Like I commented to Dave, this isn't really the truth of it. But anyway...
Both quite expensive boxes at the time. The 7000 was
rated at a little over 60 VUPS, wasn't it.
Depends on which 7000 we're talking about. The -600, -700 or -800. The
-800 was more than twice the speed of the -600.
Johnny
Verzonden vanaf mijn BlackBerry 10-smartphone.
Origineel bericht
Van: Dave McGuire
Verzonden: maandag 10 augustus 2015 16:50
Aan: hecnet at Update.UU.SE
Beantwoorden: hecnet at Update.UU.SE
Onderwerp: Re: [HECnet] VMS question
On 08/10/2015 10:35 AM, Hans Vlems wrote:
What I can remember of. 6000 model 4000 was that
it had a fast XMI
bus that held cpu's, memory, fast controllers (ci and the kdm?) and
connected to the BI bus(ses) that held the slower controllers. The
7000 didn't have that? I know that the 7000 was "alpha ready", which
I think was a box swap.
There's really no commonality between the 6000 and the 7000; they are
very different machines in nearly every way.

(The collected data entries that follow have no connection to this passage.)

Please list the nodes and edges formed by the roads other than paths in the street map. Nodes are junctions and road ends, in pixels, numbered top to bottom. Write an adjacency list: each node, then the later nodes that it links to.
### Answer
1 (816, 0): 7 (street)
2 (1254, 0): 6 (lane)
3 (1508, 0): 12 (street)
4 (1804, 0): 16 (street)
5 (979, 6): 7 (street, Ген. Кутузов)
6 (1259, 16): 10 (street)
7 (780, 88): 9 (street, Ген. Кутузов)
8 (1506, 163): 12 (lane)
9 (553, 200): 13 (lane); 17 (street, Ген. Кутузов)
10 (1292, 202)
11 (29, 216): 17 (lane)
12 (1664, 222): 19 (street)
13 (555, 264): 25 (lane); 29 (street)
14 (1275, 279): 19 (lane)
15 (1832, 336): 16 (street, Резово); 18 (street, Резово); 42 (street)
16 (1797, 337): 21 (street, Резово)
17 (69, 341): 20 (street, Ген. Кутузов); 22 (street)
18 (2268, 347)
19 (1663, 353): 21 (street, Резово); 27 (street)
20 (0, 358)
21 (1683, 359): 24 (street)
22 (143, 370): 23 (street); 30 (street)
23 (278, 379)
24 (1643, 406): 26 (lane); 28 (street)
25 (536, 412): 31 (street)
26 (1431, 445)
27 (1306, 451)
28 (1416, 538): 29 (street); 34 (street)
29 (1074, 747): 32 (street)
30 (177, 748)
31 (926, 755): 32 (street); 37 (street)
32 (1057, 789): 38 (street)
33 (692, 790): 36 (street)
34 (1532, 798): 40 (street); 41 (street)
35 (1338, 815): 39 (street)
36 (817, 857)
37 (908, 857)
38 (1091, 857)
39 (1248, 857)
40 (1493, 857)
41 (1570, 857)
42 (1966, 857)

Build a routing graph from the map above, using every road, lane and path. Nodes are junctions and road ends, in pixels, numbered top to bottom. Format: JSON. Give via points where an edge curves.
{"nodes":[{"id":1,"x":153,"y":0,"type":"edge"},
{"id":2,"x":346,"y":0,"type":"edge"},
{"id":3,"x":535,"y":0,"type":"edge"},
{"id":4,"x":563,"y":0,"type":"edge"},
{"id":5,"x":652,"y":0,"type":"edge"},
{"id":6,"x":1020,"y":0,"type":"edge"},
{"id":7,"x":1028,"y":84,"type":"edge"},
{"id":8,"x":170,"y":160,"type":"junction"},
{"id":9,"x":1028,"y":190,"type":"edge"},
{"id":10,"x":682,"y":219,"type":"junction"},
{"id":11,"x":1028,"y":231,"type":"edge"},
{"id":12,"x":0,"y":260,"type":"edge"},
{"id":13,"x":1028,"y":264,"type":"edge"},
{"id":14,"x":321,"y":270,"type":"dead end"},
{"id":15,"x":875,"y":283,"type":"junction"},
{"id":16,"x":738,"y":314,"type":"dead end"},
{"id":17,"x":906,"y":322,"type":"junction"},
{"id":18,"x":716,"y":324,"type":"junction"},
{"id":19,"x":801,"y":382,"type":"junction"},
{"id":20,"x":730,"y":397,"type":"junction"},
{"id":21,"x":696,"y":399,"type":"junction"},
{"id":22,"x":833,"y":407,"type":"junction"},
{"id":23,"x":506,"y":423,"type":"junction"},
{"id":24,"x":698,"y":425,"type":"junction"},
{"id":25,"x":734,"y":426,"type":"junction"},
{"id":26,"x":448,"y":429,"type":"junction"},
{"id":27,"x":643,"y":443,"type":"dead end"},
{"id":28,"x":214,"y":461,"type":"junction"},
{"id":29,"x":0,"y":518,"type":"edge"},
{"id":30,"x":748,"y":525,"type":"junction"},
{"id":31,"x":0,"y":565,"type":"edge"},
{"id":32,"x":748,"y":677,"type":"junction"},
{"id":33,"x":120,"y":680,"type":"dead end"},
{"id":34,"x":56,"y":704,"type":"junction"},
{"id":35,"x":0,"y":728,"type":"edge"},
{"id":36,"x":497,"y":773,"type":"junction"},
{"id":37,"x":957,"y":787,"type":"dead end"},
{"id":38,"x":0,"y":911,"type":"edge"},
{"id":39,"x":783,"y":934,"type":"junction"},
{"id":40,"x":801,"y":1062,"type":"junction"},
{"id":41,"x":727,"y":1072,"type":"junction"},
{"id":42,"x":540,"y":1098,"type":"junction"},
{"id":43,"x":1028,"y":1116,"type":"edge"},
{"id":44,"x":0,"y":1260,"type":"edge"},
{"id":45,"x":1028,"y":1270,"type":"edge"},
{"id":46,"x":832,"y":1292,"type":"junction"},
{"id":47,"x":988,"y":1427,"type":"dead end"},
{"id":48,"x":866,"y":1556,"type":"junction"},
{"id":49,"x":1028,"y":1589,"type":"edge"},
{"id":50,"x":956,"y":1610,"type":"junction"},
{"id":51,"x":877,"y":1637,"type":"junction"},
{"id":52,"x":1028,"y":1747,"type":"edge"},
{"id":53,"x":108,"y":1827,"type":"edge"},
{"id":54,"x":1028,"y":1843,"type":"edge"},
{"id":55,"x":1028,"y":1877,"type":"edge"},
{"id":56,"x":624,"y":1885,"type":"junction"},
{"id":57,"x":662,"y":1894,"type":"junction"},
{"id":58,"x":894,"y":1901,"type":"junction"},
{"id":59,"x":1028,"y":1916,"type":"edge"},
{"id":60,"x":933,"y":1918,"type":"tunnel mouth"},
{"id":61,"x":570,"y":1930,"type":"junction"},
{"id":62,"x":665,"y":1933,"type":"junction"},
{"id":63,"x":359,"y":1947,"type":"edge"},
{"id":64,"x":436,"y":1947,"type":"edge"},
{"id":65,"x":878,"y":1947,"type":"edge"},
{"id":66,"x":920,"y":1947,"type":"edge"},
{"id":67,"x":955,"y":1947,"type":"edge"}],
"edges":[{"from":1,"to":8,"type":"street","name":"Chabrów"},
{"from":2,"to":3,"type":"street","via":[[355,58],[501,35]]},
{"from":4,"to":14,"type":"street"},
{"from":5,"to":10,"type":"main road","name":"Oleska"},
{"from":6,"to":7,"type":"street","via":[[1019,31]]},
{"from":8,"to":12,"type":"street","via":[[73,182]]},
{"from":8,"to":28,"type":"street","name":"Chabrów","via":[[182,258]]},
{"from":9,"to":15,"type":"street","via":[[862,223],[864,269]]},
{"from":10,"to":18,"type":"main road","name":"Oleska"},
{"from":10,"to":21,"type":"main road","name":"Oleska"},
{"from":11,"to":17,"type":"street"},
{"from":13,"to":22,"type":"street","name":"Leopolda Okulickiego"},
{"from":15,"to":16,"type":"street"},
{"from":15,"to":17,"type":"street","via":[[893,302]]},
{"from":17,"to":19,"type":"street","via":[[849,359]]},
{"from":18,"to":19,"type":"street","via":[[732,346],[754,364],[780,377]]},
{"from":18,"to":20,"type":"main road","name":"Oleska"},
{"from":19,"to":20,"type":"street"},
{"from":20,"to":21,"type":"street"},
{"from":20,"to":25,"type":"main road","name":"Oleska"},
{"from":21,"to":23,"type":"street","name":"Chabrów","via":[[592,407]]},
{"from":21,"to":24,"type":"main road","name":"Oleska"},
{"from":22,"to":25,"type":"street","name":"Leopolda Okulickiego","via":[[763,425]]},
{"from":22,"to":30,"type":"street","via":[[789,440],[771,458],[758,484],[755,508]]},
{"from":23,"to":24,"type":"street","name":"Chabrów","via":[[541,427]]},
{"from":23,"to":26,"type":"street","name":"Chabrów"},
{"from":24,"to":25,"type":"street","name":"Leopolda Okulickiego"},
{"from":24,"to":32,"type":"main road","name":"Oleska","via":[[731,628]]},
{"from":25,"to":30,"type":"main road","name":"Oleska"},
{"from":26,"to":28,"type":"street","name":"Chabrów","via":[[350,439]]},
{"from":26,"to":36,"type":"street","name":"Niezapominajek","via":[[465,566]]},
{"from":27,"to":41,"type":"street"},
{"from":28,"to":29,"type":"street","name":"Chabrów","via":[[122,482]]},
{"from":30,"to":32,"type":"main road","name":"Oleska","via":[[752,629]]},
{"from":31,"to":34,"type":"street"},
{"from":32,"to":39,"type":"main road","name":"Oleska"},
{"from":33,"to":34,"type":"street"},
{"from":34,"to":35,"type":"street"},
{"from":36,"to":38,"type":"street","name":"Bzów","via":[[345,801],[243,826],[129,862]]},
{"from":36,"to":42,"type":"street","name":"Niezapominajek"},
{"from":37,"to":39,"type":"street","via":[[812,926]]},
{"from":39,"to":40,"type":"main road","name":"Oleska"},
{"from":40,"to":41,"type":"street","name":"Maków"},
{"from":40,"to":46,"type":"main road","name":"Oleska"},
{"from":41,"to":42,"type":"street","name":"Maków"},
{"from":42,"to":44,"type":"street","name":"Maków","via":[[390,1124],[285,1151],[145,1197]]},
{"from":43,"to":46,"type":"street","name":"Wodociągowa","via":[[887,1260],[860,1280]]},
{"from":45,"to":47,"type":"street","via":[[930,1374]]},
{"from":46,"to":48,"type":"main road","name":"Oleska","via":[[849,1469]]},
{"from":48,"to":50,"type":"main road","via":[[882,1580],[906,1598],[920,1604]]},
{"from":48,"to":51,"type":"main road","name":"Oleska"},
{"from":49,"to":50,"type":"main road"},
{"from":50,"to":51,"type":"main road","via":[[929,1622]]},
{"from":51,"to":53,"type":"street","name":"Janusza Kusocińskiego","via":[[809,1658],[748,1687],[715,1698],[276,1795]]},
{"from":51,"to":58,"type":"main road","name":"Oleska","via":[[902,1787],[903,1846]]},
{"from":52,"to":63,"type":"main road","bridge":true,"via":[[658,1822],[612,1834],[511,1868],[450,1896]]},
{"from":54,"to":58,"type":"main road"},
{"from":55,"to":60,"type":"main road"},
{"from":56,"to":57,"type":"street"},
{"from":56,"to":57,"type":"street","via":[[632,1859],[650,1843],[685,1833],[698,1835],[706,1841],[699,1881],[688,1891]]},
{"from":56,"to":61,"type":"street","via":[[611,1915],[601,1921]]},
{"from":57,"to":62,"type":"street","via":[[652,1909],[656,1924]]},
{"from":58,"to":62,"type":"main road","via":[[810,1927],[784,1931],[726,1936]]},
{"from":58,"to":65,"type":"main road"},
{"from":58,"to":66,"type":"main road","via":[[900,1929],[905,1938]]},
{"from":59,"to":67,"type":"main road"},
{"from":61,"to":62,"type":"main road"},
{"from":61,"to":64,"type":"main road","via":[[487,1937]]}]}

The 7000's processor/memory interconnect is LSB ("LaserBus"). LSB
"nodes" are either processors, memory, or an LSB<->XMI bridge. The
latter connects via a ribbon cable to an XMI card cage in the bottom of
the 7000 chassis, for I/O controllers.
The Alpha "version" of that machine is the 8400. The processor/memory
interconnect is TLSB ("TurboLaserBus"), and an LSB-based VAX can be
in-cabinet upgraded to a TLSB-based Alpha system.